Maddalena, il mistero e l’immagine, Musei San Domenico, (Forlì)Masaccio - Crocifissione (part.)

Maddalena figura avvolta nel mistero, al limite tra storiografia e Scrittura Sacra, emerge al centro della mostra attualmente in corso ai Musei san Domenico di Forlì attraversando secoli di rappresentazione pittorica dal Medioevo ai giorni nostri. Il nome già dalle origini antichissime, in aramaico Marayam, in ebraico Myriam risalirebbe al luogo in cui è nata, Magdala piccolo centro romano-guidaico in Galilea. La sua vita è legata alla narrazione della vita e morte di Gesù di Nazareth; nei Vangeli indelebile appare la sua figura ai piedi della croce, di fronte al sepolcro vuoto e alla pietra spostata, per prima dando l’annuncio del’avvenuto incontro con il Cristo risorto. E’ la prima a vederlo e a parlare con lui dopo la deposizione nel sepolcro, lei prima testimone di un fatto inaudito che affonda le proprie radici nel mistero e nell’intangibile . Sulle sue parole poggia la rivelazione dell’avvenuta resurrezione, dunque il destino delle prime comunità cristiane perdute e disorientate all’indomani della crocifissione così come tanta arte della tradizione pittorica occidentale. Altrove, nella pittura sacra, appare coma la peccatrice penitente, colei che lava i piedi al Cristo e li asciuga con i suoi lunghi capelli ungendoli poi con oli profumati, sempre all’incontro tra peccato e redenzione, carnalità e spiritualità, fede e rivelazione. Attraverso lo specchio della pittura “ogni epoca l’ha interpretata guardando sé stessa”[1]; ne ha creato un modello differente quanto stratificato di significati restituendo l’ideale del proprio tempo attraverso la sua immagine.  

Guido Mazzoni, “Compianto sul Cristo morto” (1483)

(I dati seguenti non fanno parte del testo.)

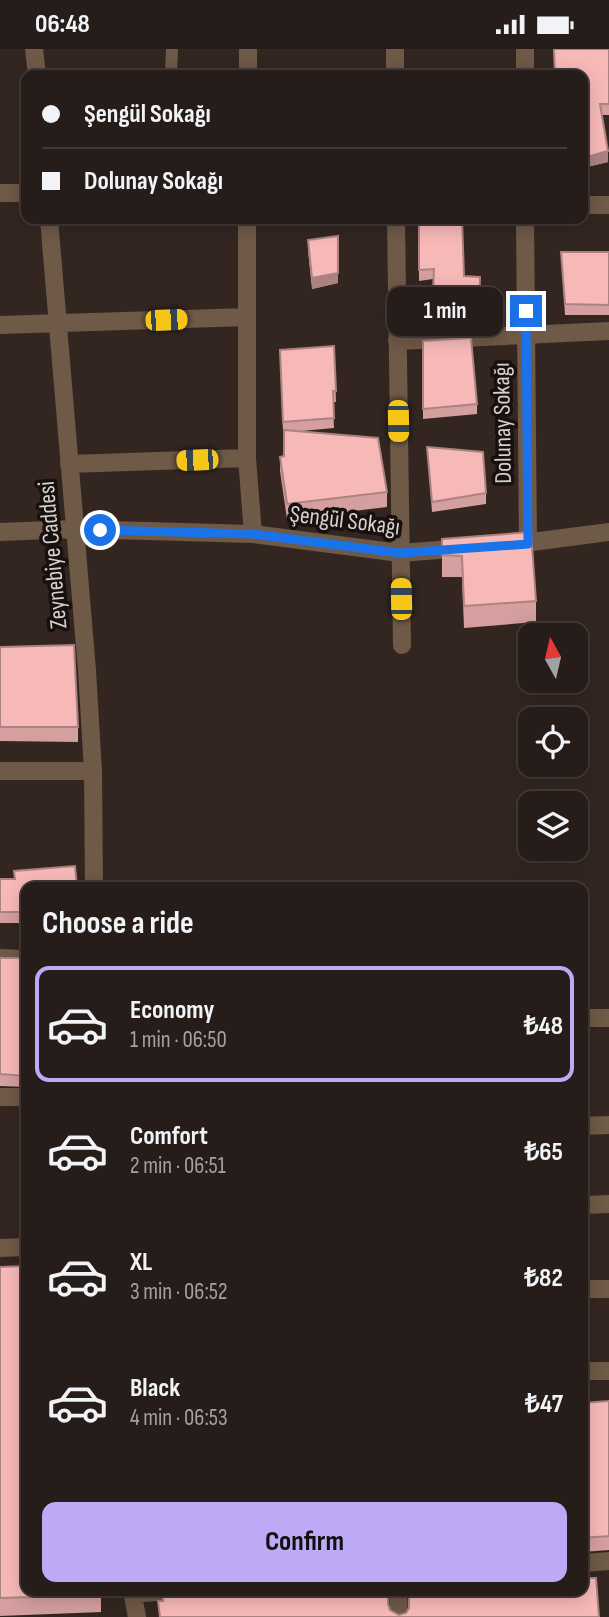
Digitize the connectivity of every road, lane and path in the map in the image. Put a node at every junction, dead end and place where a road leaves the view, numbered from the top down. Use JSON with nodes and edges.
{"nodes":[{"id":1,"x":34,"y":49,"type":"edge"},
{"id":2,"x":172,"y":49,"type":"edge"},
{"id":3,"x":248,"y":49,"type":"edge"},
{"id":4,"x":395,"y":49,"type":"edge"},
{"id":5,"x":525,"y":49,"type":"edge"},
{"id":6,"x":36,"y":70,"type":"edge"},
{"id":7,"x":172,"y":70,"type":"edge"},
{"id":8,"x":248,"y":70,"type":"edge"},
{"id":9,"x":396,"y":70,"type":"edge"},
{"id":10,"x":525,"y":70,"type":"edge"},
{"id":11,"x":0,"y":193,"type":"edge"},
{"id":12,"x":21,"y":193,"type":"edge"},
{"id":13,"x":588,"y":205,"type":"edge"},
{"id":14,"x":609,"y":205,"type":"edge"},
{"id":15,"x":48,"y":224,"type":"edge"},
{"id":16,"x":247,"y":224,"type":"edge"},
{"id":17,"x":396,"y":224,"type":"edge"},
{"id":18,"x":525,"y":224,"type":"edge"},
{"id":19,"x":247,"y":317,"type":"junction"},
{"id":20,"x":57,"y":323,"type":"junction"},
{"id":21,"x":0,"y":325,"type":"edge"},
{"id":22,"x":609,"y":331,"type":"edge"},
{"id":23,"x":526,"y":335,"type":"junction"},
{"id":24,"x":397,"y":341,"type":"junction"},
{"id":25,"x":247,"y":458,"type":"junction"},
{"id":26,"x":69,"y":464,"type":"junction"},
{"id":27,"x":75,"y":529,"type":"junction"},
{"id":28,"x":0,"y":532,"type":"edge"},
{"id":29,"x":609,"y":532,"type":"edge"},
{"id":30,"x":253,"y":534,"type":"junction"},
{"id":31,"x":528,"y":544,"type":"junction"},
{"id":32,"x":400,"y":553,"type":"junction"},
{"id":33,"x":402,"y":645,"type":"dead end"},
{"id":34,"x":0,"y":771,"type":"edge"},
{"id":35,"x":93,"y":771,"type":"junction"},
{"id":36,"x":94,"y":882,"type":"edge"},
{"id":37,"x":0,"y":958,"type":"edge"},
{"id":38,"x":21,"y":959,"type":"edge"},
{"id":39,"x":588,"y":1018,"type":"edge"},
{"id":40,"x":609,"y":1018,"type":"edge"},
{"id":41,"x":0,"y":1097,"type":"edge"},
{"id":42,"x":21,"y":1097,"type":"edge"},
{"id":43,"x":609,"y":1125,"type":"edge"},
{"id":44,"x":588,"y":1126,"type":"edge"},
{"id":45,"x":609,"y":1204,"type":"edge"},
{"id":46,"x":588,"y":1205,"type":"edge"},
{"id":47,"x":21,"y":1247,"type":"edge"},
{"id":48,"x":0,"y":1248,"type":"edge"},
{"id":49,"x":588,"y":1289,"type":"edge"},
{"id":50,"x":609,"y":1289,"type":"edge"},
{"id":51,"x":588,"y":1371,"type":"edge"},
{"id":52,"x":609,"y":1371,"type":"edge"},
{"id":53,"x":609,"y":1561,"type":"edge"},
{"id":54,"x":588,"y":1563,"type":"edge"},
{"id":55,"x":133,"y":1596,"type":"edge"},
{"id":56,"x":398,"y":1596,"type":"edge"},
{"id":57,"x":138,"y":1617,"type":"edge"},
{"id":58,"x":399,"y":1617,"type":"edge"}],
"edges":[{"from":1,"to":6,"type":"street"},
{"from":2,"to":7,"type":"lane"},
{"from":3,"to":8,"type":"street"},
{"from":4,"to":9,"type":"street"},
{"from":5,"to":10,"type":"street"},
{"from":11,"to":12,"type":"street"},
{"from":13,"to":14,"type":"street"},
{"from":15,"to":20,"type":"street","name":"Zeynebiye Caddesi"},
{"from":16,"to":19,"type":"street"},
{"from":17,"to":24,"type":"street"},
{"from":18,"to":23,"type":"street","name":"Dolunay Sokağı"},
{"from":19,"to":20,"type":"street"},
{"from":19,"to":25,"type":"street"},
{"from":20,"to":21,"type":"street"},
{"from":20,"to":26,"type":"street","name":"Zeynebiye Caddesi"},
{"from":22,"to":23,"type":"street"},
{"from":23,"to":24,"type":"street"},
{"from":23,"to":31,"type":"street","name":"Dolunay Sokağı"},
{"from":24,"to":32,"type":"street"},
{"from":25,"to":26,"type":"street"},
{"from":25,"to":30,"type":"street"},
{"from":26,"to":27,"type":"street","name":"Zeynebiye Caddesi"},
{"from":27,"to":28,"type":"street","name":"Şengül Sokağı"},
{"from":27,"to":30,"type":"street","name":"Şengül Sokağı"},
{"from":27,"to":35,"type":"street","name":"Zeynebiye Caddesi"},
{"from":29,"to":31,"type":"street","name":"Şengül Sokağı"},
{"from":30,"to":32,"type":"street","name":"Şengül Sokağı"},
{"from":31,"to":32,"type":"street","name":"Şengül Sokağı"},
{"from":32,"to":33,"type":"street"},
{"from":34,"to":35,"type":"street"},
{"from":35,"to":36,"type":"street","name":"Zeynebiye Caddesi"},
{"from":37,"to":38,"type":"street"},
{"from":39,"to":40,"type":"street"},
{"from":41,"to":42,"type":"street"},
{"from":43,"to":44,"type":"street"},
{"from":45,"to":46,"type":"street"},
{"from":47,"to":48,"type":"street"},
{"from":49,"to":50,"type":"street"},
{"from":51,"to":52,"type":"street"},
{"from":53,"to":54,"type":"street"},
{"from":55,"to":57,"type":"street"},
{"from":56,"to":58,"type":"street"}]}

Nella scena teatrale le figure di grandezza naturale occupano tutto lo spazio architettonico. Non sono nella compostezza e armonia rinascimentale di ispirazione classica ma nel dramma quasi grottesco delle loro pose e nell’espressionismo dilaniato dei loro volti. Cristo è deposto al suolo, scolpito nella viva plasticità del corpo, avvolto dalla presenza delle donne piangenti ai suoi piedi mentre altri personaggi maschili ricalcando i duchi D’Este lo contornano. Il lamento, il grido muto e senza respiro attraversa le tenebre oltre il limite dell’umano; là è il naufragio dell’umanità perduta di fronte alla morte del figlio di Dio quando la luce scompare sulla terra e questa piomba in una oscurità dolorosa e senza fine. Le donne incarnano espressivamente quel dramma nei tratti dilaniati e grotteschi dei loro volti.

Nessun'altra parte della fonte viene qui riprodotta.